WebSockets: Stable and Ready for Developers

WebSockets are stable and ready for developers to start creating innovative applications and services. This tutorial provides a simple introduction to the W3C WebSocket API and its underlying WebSocket protocol. The updated Flipbook demo uses the latest version of the API and protocol.

Working groups have made significant progress and the WebSocket API is a W3C Candidate Recommendation. Internet Explorer 10 implements this version of the spec. You can learn about the evolution of the spec here.

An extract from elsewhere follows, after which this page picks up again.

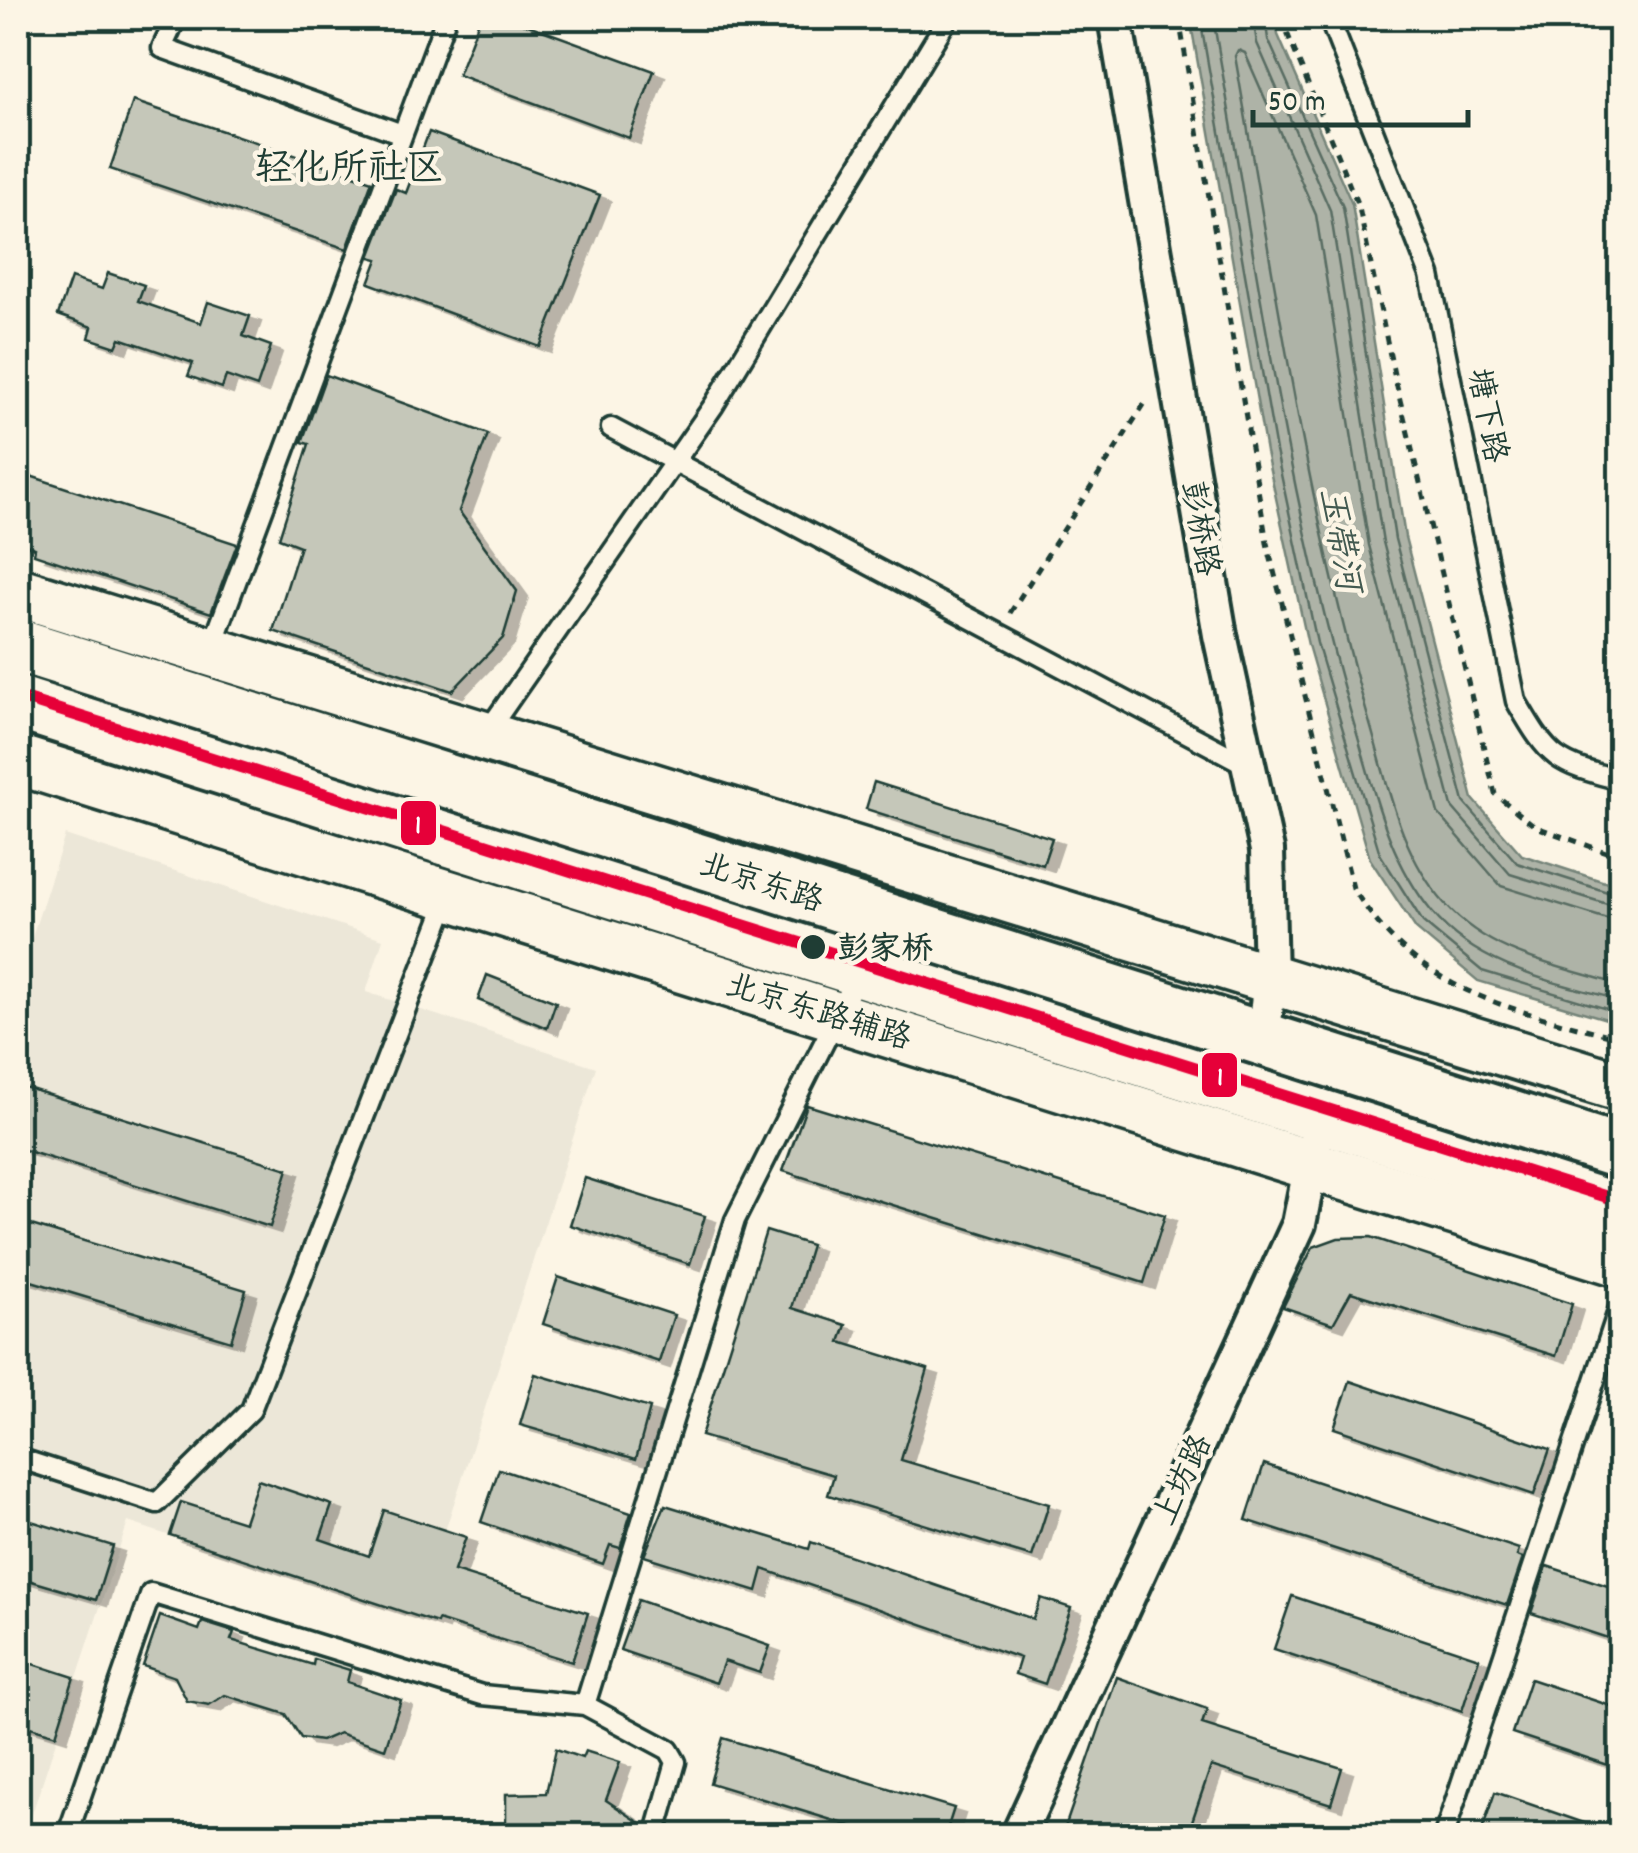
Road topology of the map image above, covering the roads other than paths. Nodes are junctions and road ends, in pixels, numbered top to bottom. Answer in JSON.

WebSockets enable Web applications to deliver real-time notifications and updates in the browser. Developers have faced problems in working around the limitations in the browser’s original HTTP request-response model, which was not designed for real-time scenarios. WebSockets enable browsers to open a bidirectional, full-duplex communication channel with services. Each side can then use this channel to immediately send data to the other. Now, sites from social networking and games to financial sites can deliver better real-time scenarios, ideally using the same markup across different browsers.

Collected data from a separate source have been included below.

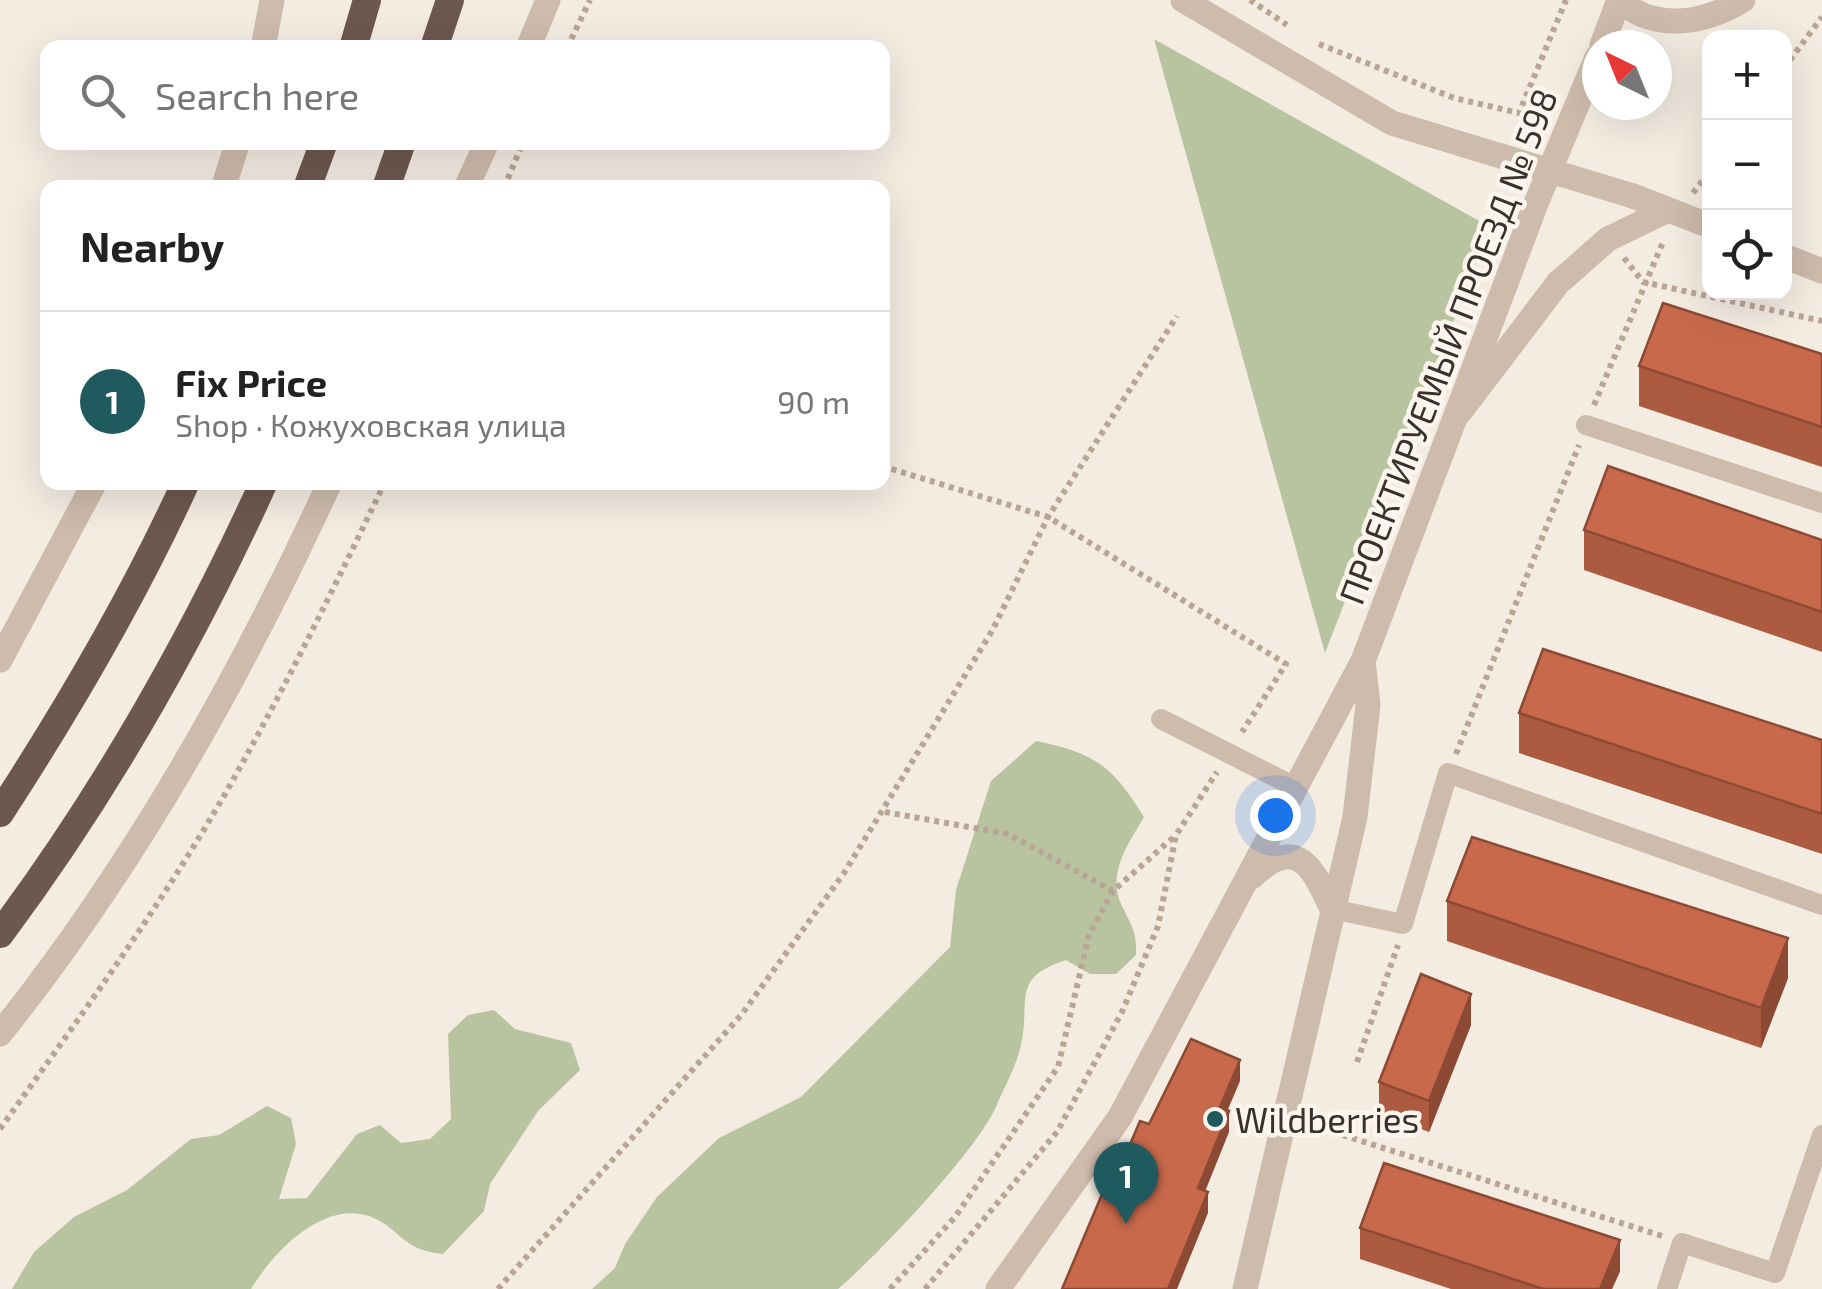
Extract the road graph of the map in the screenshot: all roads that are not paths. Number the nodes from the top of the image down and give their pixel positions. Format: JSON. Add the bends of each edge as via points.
{"nodes":[{"id":1,"x":272,"y":0,"type":"edge"},
{"id":2,"x":367,"y":0,"type":"edge"},
{"id":3,"x":450,"y":0,"type":"edge"},
{"id":4,"x":548,"y":0,"type":"edge"},
{"id":5,"x":1183,"y":0,"type":"edge"},
{"id":6,"x":1619,"y":0,"type":"edge"},
{"id":7,"x":1742,"y":0,"type":"edge"},
{"id":8,"x":1608,"y":30,"type":"edge"},
{"id":9,"x":264,"y":40,"type":"edge"},
{"id":10,"x":355,"y":40,"type":"edge"},
{"id":11,"x":437,"y":40,"type":"edge"},
{"id":12,"x":531,"y":40,"type":"edge"},
{"id":13,"x":1582,"y":93,"type":"edge"},
{"id":14,"x":235,"y":150,"type":"edge"},
{"id":15,"x":321,"y":150,"type":"edge"},
{"id":16,"x":399,"y":150,"type":"edge"},
{"id":17,"x":483,"y":150,"type":"edge"},
{"id":18,"x":1550,"y":169,"type":"junction"},
{"id":19,"x":226,"y":180,"type":"edge"},
{"id":20,"x":311,"y":180,"type":"edge"},
{"id":21,"x":389,"y":180,"type":"edge"},
{"id":22,"x":470,"y":180,"type":"edge"},
{"id":23,"x":1673,"y":212,"type":"junction"},
{"id":24,"x":1702,"y":223,"type":"edge"},
{"id":25,"x":1792,"y":259,"type":"edge"},
{"id":26,"x":1822,"y":271,"type":"edge"},
{"id":27,"x":1454,"y":420,"type":"junction"},
{"id":28,"x":1586,"y":426,"type":"road end"},
{"id":29,"x":91,"y":490,"type":"edge"},
{"id":30,"x":182,"y":490,"type":"edge"},
{"id":31,"x":260,"y":490,"type":"edge"},
{"id":32,"x":326,"y":490,"type":"edge"},
{"id":33,"x":1822,"y":503,"type":"edge"},
{"id":34,"x":0,"y":660,"type":"edge"},
{"id":35,"x":1362,"y":661,"type":"junction"},
{"id":36,"x":1161,"y":718,"type":"dead end"},
{"id":37,"x":1295,"y":788,"type":"junction"},
{"id":38,"x":0,"y":813,"type":"edge"},
{"id":39,"x":1244,"y":884,"type":"junction"},
{"id":40,"x":1822,"y":904,"type":"edge"},
{"id":41,"x":1332,"y":909,"type":"junction"},
{"id":42,"x":0,"y":934,"type":"edge"},
{"id":43,"x":0,"y":1034,"type":"edge"},
{"id":44,"x":1822,"y":1135,"type":"edge"},
{"id":45,"x":998,"y":1289,"type":"edge"},
{"id":46,"x":1245,"y":1289,"type":"edge"},
{"id":47,"x":1667,"y":1289,"type":"edge"}],
"edges":[{"from":1,"to":9,"type":"street"},
{"from":2,"to":10,"type":"highway"},
{"from":3,"to":11,"type":"highway"},
{"from":4,"to":12,"type":"street"},
{"from":5,"to":18,"type":"street","via":[[1392,123]]},
{"from":6,"to":7,"type":"street","via":[[1639,18],[1666,21],[1722,13]]},
{"from":6,"to":8,"type":"street"},
{"from":13,"to":18,"type":"street","name":"ПРОЕКТИРУЕМЫЙ ПРОЕЗД № 598"},
{"from":14,"to":19,"type":"street"},
{"from":15,"to":20,"type":"highway"},
{"from":16,"to":21,"type":"highway"},
{"from":17,"to":22,"type":"street"},
{"from":18,"to":23,"type":"street"},
{"from":18,"to":27,"type":"street","name":"ПРОЕКТИРУЕМЫЙ ПРОЕЗД № 598"},
{"from":23,"to":24,"type":"street"},
{"from":23,"to":27,"type":"street","via":[[1608,239],[1558,283]]},
{"from":25,"to":26,"type":"street"},
{"from":27,"to":35,"type":"street","name":"ПРОЕКТИРУЕМЫЙ ПРОЕЗД № 598"},
{"from":28,"to":33,"type":"lane"},
{"from":29,"to":34,"type":"street"},
{"from":30,"to":38,"type":"highway","via":[[71,702]]},
{"from":31,"to":42,"type":"highway","via":[[227,564],[105,780]]},
{"from":32,"to":43,"type":"street","via":[[188,759],[118,873]]},
{"from":35,"to":37,"type":"street","name":"ПРОЕКТИРУЕМЫЙ ПРОЕЗД № 598"},
{"from":35,"to":41,"type":"street","via":[[1368,705],[1362,764]]},
{"from":36,"to":37,"type":"lane"},
{"from":37,"to":39,"type":"street","name":"ПРОЕКТИРУЕМЫЙ ПРОЕЗД № 598"},
{"from":39,"to":41,"type":"street","via":[[1270,860],[1301,859]]},
{"from":39,"to":45,"type":"street","name":"ПРОЕКТИРУЕМЫЙ ПРОЕЗД № 598","via":[[1120,1117]]},
{"from":40,"to":41,"type":"lane","via":[[1448,773],[1403,924]]},
{"from":41,"to":46,"type":"street"},
{"from":44,"to":47,"type":"lane","via":[[1774,1273],[1682,1243]]}]}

Introduction to the WebSocket API Using an Echo Example

The code snippets below use a simple echo server created with ASP.NET’s System.Web.WebSockets namespace to echo back text and binary messages that are sent from the application. The application allows the user to type in text to be sent and echoed back as a text message, or draw a picture that can be sent and echoed back as a binary message.

For a more complex example that allows you to experiment with latency and performance differences between WebSockets and HTTP polling, see the Flipbook demo.

Details of Connecting to a WebSocket Server

This simple explanation is based on a direct connection between the application and the server. If a proxy is configured, then IE10 starts the process by sending a HTTP CONNECT request to the proxy.

When a WebSocket object is created, a handshake is exchanged between the client and the server to establish the WebSocket connection.

IE10 starts the process by sending a HTTP request to the server:

GET /echo HTTP/1.1
Host: example.microsoft.com
Upgrade: websocket
Connection: Upgrade
Sec-WebSocket-Key: dGhlIHNhbXBsZSBub25jZQ==
Origin: http://microsoft.com
Sec-WebSocket-Version: 13

Let’s look at each part of this request. The connection process starts with a standard HTTP GET request which allows the request to traverse firewalls, proxies, and other intermediaries:

GET /echo HTTP/1.1
Host: example.microsoft.com

The HTTP Upgrade header requests that the server switch the application-layer protocol from HTTP to the WebSocket protocol.

Upgrade: websocket
Connection: Upgrade

The server transforms the value in the Sec-WebSocket-Key header in its response to demonstrate that it understands the WebSocket protocol:

Sec-WebSocket-Key: dGhlIHNhbXBsZSBub25jZQ==

The Origin header is set by IE10 to allow the server to enforce origin-based security.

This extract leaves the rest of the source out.